Stored items:
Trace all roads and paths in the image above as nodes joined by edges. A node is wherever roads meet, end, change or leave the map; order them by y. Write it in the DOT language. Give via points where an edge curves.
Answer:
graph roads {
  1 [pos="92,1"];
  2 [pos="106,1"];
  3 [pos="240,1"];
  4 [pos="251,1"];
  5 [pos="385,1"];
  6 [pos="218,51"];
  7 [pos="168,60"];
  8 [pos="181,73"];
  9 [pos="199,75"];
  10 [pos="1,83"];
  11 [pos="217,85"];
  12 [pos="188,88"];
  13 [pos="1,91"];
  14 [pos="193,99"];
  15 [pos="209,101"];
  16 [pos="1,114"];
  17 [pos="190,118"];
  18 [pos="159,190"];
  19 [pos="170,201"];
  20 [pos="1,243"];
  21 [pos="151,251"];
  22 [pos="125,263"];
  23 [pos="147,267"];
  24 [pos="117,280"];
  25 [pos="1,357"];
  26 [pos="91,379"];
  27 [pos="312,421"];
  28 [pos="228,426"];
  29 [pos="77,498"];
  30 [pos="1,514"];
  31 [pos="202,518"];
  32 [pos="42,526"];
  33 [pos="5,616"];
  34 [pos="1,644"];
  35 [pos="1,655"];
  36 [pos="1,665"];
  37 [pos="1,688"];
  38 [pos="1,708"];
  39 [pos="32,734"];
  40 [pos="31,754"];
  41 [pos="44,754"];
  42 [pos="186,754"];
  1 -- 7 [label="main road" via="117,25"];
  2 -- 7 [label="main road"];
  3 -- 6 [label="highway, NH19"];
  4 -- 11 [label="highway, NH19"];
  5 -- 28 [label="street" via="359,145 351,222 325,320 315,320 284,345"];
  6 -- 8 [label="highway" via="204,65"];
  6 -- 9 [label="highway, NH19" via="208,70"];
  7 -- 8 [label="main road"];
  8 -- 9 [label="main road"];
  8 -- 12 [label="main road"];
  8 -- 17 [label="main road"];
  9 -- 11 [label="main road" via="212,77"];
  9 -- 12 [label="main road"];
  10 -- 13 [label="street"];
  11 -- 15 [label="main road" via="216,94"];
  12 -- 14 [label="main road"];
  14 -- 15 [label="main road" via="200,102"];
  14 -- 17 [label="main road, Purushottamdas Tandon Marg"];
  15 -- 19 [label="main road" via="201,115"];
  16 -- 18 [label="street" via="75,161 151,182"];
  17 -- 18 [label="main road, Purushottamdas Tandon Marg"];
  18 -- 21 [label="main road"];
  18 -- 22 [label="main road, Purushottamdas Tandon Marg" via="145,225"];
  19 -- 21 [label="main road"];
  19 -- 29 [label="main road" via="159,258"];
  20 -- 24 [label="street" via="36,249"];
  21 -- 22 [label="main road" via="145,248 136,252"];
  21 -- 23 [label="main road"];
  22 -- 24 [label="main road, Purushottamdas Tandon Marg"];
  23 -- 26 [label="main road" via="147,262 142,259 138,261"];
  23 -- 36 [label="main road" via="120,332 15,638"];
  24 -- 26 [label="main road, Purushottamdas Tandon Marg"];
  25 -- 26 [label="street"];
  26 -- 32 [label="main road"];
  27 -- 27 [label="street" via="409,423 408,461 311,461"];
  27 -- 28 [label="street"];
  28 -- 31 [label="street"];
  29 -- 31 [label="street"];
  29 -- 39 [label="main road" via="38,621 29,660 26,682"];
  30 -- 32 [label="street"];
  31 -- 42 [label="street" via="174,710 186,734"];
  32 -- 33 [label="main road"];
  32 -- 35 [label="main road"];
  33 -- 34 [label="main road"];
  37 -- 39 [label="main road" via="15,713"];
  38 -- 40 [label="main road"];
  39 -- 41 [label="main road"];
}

● **Activity**
Write the records out once more, exactly as shown.

● **Completed task**
Trace all roads and paths in the image above as nodes joined by edges. A node is wherever roads meet, end, change or leave the map; order them by y. Write it in the DOT language. Give via points where an edge curves.
Answer:
graph roads {
  1 [pos="92,1"];
  2 [pos="106,1"];
  3 [pos="240,1"];
  4 [pos="251,1"];
  5 [pos="385,1"];
  6 [pos="218,51"];
  7 [pos="168,60"];
  8 [pos="181,73"];
  9 [pos="199,75"];
  10 [pos="1,83"];
  11 [pos="217,85"];
  12 [pos="188,88"];
  13 [pos="1,91"];
  14 [pos="193,99"];
  15 [pos="209,101"];
  16 [pos="1,114"];
  17 [pos="190,118"];
  18 [pos="159,190"];
  19 [pos="170,201"];
  20 [pos="1,243"];
  21 [pos="151,251"];
  22 [pos="125,263"];
  23 [pos="147,267"];
  24 [pos="117,280"];
  25 [pos="1,357"];
  26 [pos="91,379"];
  27 [pos="312,421"];
  28 [pos="228,426"];
  29 [pos="77,498"];
  30 [pos="1,514"];
  31 [pos="202,518"];
  32 [pos="42,526"];
  33 [pos="5,616"];
  34 [pos="1,644"];
  35 [pos="1,655"];
  36 [pos="1,665"];
  37 [pos="1,688"];
  38 [pos="1,708"];
  39 [pos="32,734"];
  40 [pos="31,754"];
  41 [pos="44,754"];
  42 [pos="186,754"];
  1 -- 7 [label="main road" via="117,25"];
  2 -- 7 [label="main road"];
  3 -- 6 [label="highway, NH19"];
  4 -- 11 [label="highway, NH19"];
  5 -- 28 [label="street" via="359,145 351,222 325,320 315,320 284,345"];
  6 -- 8 [label="highway" via="204,65"];
  6 -- 9 [label="highway, NH19" via="208,70"];
  7 -- 8 [label="main road"];
  8 -- 9 [label="main road"];
  8 -- 12 [label="main road"];
  8 -- 17 [label="main road"];
  9 -- 11 [label="main road" via="212,77"];
  9 -- 12 [label="main road"];
  10 -- 13 [label="street"];
  11 -- 15 [label="main road" via="216,94"];
  12 -- 14 [label="main road"];
  14 -- 15 [label="main road" via="200,102"];
  14 -- 17 [label="main road, Purushottamdas Tandon Marg"];
  15 -- 19 [label="main road" via="201,115"];
  16 -- 18 [label="street" via="75,161 151,182"];
  17 -- 18 [label="main road, Purushottamdas Tandon Marg"];
  18 -- 21 [label="main road"];
  18 -- 22 [label="main road, Purushottamdas Tandon Marg" via="145,225"];
  19 -- 21 [label="main road"];
  19 -- 29 [label="main road" via="159,258"];
  20 -- 24 [label="street" via="36,249"];
  21 -- 22 [label="main road" via="145,248 136,252"];
  21 -- 23 [label="main road"];
  22 -- 24 [label="main road, Purushottamdas Tandon Marg"];
  23 -- 26 [label="main road" via="147,262 142,259 138,261"];
  23 -- 36 [label="main road" via="120,332 15,638"];
  24 -- 26 [label="main road, Purushottamdas Tandon Marg"];
  25 -- 26 [label="street"];
  26 -- 32 [label="main road"];
  27 -- 27 [label="street" via="409,423 408,461 311,461"];
  27 -- 28 [label="street"];
  28 -- 31 [label="street"];
  29 -- 31 [label="street"];
  29 -- 39 [label="main road" via="38,621 29,660 26,682"];
  30 -- 32 [label="street"];
  31 -- 42 [label="street" via="174,710 186,734"];
  32 -- 33 [label="main road"];
  32 -- 35 [label="main road"];
  33 -- 34 [label="main road"];
  37 -- 39 [label="main road" via="15,713"];
  38 -- 40 [label="main road"];
  39 -- 41 [label="main road"];
}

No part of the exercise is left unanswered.